Since trade between Non-English speaking countries and Western countries has increased dramatically, the importance of communications has increased. For example, in the past when corresponding between English and Chinese speaking countries, a
document written in English that was received in China would firstly be forwarded to a government translation centre. The document would then be translated and transcribed by hand into Chinese and finally delivered to the addressee of the document When
a response to the translated document was prepared, the response would be translated from Chinese into English at the government translation centre and forwarded to the English correspondent. However, a problem existed in that the use of translators to
transcribe the documents from English to Chinese and vice versa added a significant delay i n the communications process.

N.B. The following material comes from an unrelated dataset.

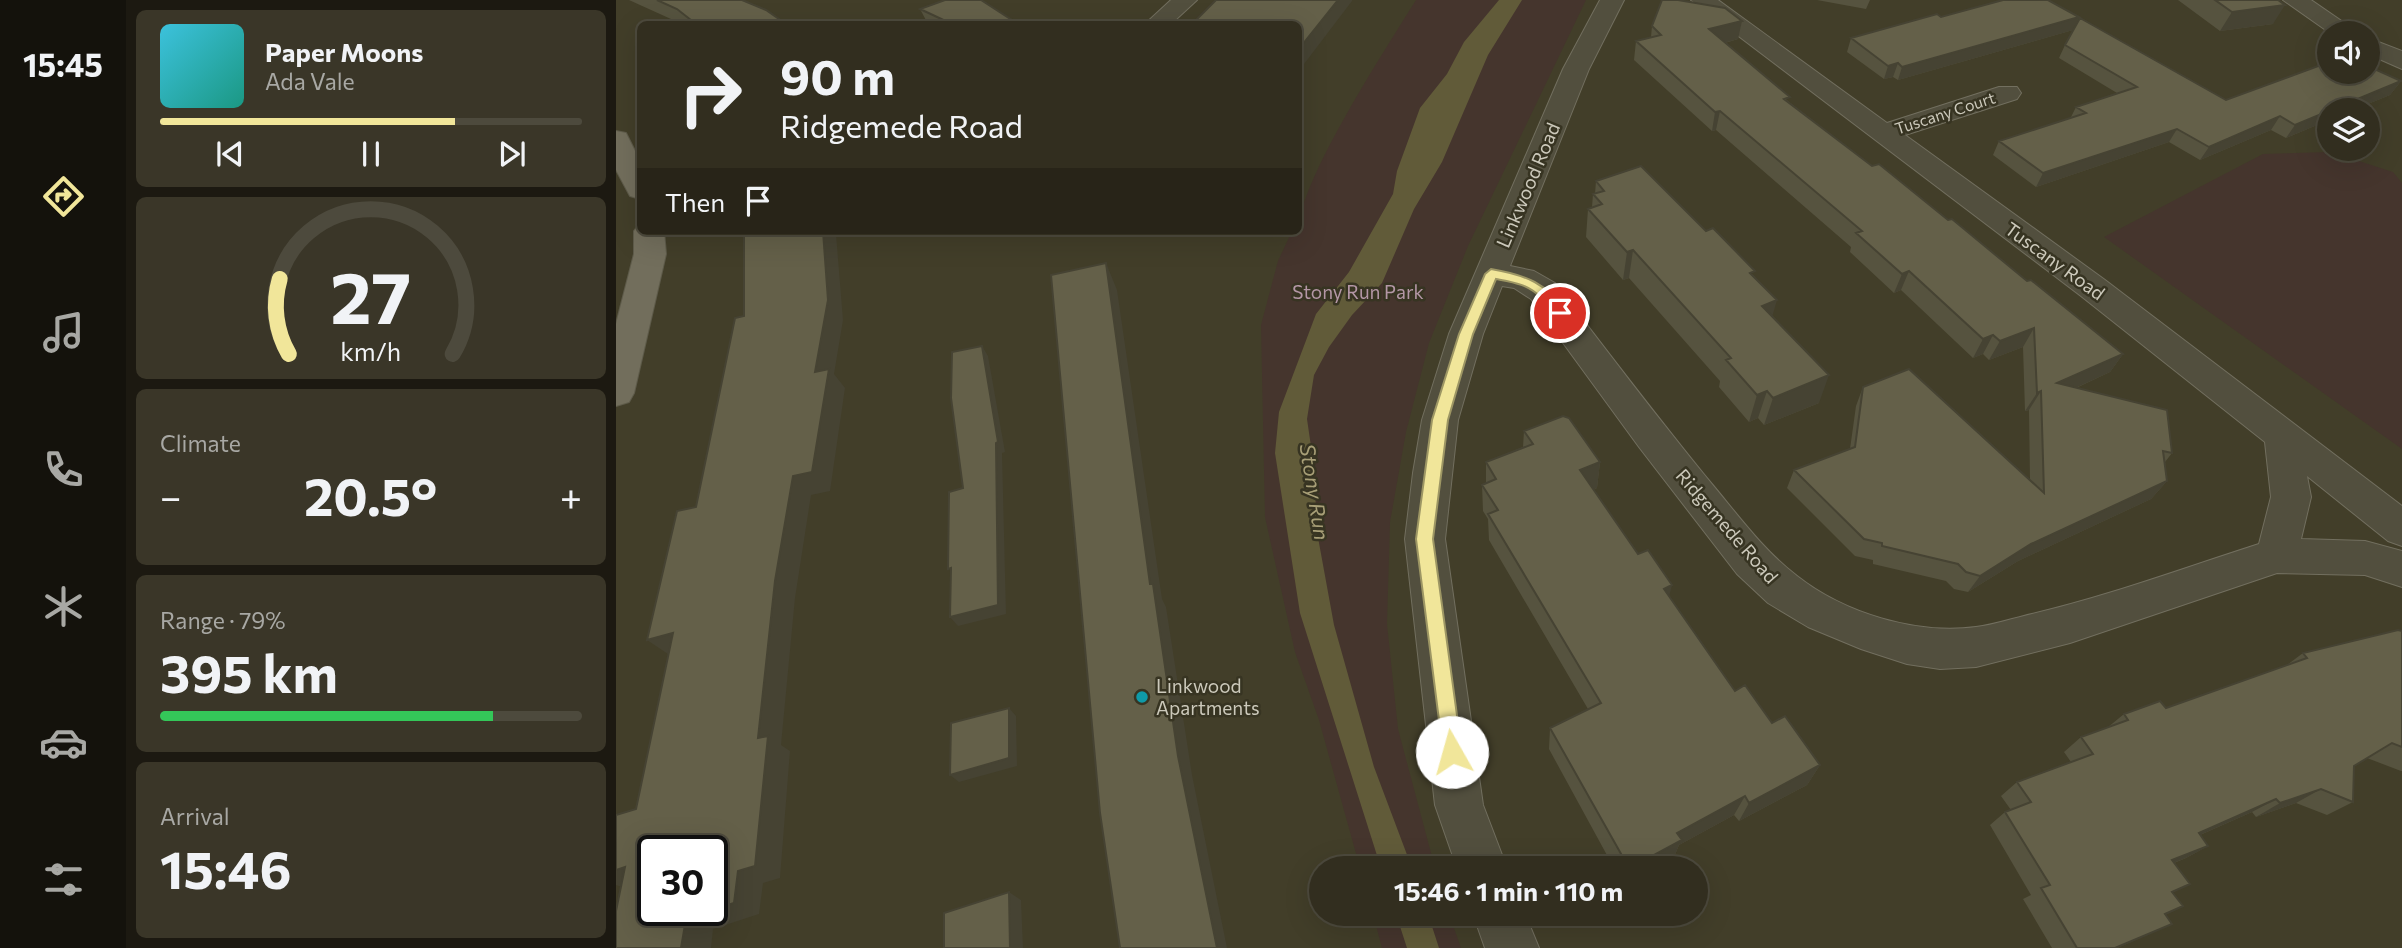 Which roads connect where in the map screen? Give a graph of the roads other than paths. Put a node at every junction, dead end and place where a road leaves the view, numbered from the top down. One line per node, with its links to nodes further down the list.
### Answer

To overcome these difficulties, a typewriter device has been developed having keys representing the ideographic characters of the Chinese language. This device allows hard copies of documents written in Chinese to be produced by hiring an
operator skilled in the Chinese language and capable of using the typewriter. However, a problem exists in that a large number of keys are required on the typewriter device since the Chinese language includes more than 50,000 different ideographic
characters. Improvements to this type of device have been introduced to reduce the number of keys required by using function keys, however, the above-mentioned problem still exists. Furthermore, another problem exists when using the typewriter devices
in that extensive training is required for the operators to learn how to use adequately the keyboard device, a process which is expensive and time consuming.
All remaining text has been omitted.